## [Exercise]
Please output every entry below precisely as written.

## [Collected data]
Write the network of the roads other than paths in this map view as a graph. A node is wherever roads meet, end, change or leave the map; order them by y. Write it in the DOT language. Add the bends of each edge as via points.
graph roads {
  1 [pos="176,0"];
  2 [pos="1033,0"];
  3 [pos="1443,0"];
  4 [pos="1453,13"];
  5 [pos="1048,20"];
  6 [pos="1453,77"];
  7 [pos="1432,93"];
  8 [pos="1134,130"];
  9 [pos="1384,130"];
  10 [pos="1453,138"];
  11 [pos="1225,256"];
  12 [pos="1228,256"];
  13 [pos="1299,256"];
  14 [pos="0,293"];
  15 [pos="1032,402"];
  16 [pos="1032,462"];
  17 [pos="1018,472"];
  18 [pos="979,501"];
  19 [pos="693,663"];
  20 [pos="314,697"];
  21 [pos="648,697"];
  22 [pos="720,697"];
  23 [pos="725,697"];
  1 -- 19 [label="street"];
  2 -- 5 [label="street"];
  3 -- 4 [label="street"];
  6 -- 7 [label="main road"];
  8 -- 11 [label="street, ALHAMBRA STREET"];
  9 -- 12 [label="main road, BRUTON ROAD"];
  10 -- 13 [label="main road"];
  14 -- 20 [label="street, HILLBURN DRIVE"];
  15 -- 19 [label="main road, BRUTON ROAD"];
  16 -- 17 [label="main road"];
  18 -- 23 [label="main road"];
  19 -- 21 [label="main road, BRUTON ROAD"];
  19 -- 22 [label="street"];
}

## [Answer section]
Write the network of the roads other than paths in this map view as a graph. A node is wherever roads meet, end, change or leave the map; order them by y. Write it in the DOT language. Add the bends of each edge as via points.
graph roads {
  1 [pos="176,0"];
  2 [pos="1033,0"];
  3 [pos="1443,0"];
  4 [pos="1453,13"];
  5 [pos="1048,20"];
  6 [pos="1453,77"];
  7 [pos="1432,93"];
  8 [pos="1134,130"];
  9 [pos="1384,130"];
  10 [pos="1453,138"];
  11 [pos="1225,256"];
  12 [pos="1228,256"];
  13 [pos="1299,256"];
  14 [pos="0,293"];
  15 [pos="1032,402"];
  16 [pos="1032,462"];
  17 [pos="1018,472"];
  18 [pos="979,501"];
  19 [pos="693,663"];
  20 [pos="314,697"];
  21 [pos="648,697"];
  22 [pos="720,697"];
  23 [pos="725,697"];
  1 -- 19 [label="street"];
  2 -- 5 [label="street"];
  3 -- 4 [label="street"];
  6 -- 7 [label="main road"];
  8 -- 11 [label="street, ALHAMBRA STREET"];
  9 -- 12 [label="main road, BRUTON ROAD"];
  10 -- 13 [label="main road"];
  14 -- 20 [label="street, HILLBURN DRIVE"];
  15 -- 19 [label="main road, BRUTON ROAD"];
  16 -- 17 [label="main road"];
  18 -- 23 [label="main road"];
  19 -- 21 [label="main road, BRUTON ROAD"];
  19 -- 22 [label="street"];
}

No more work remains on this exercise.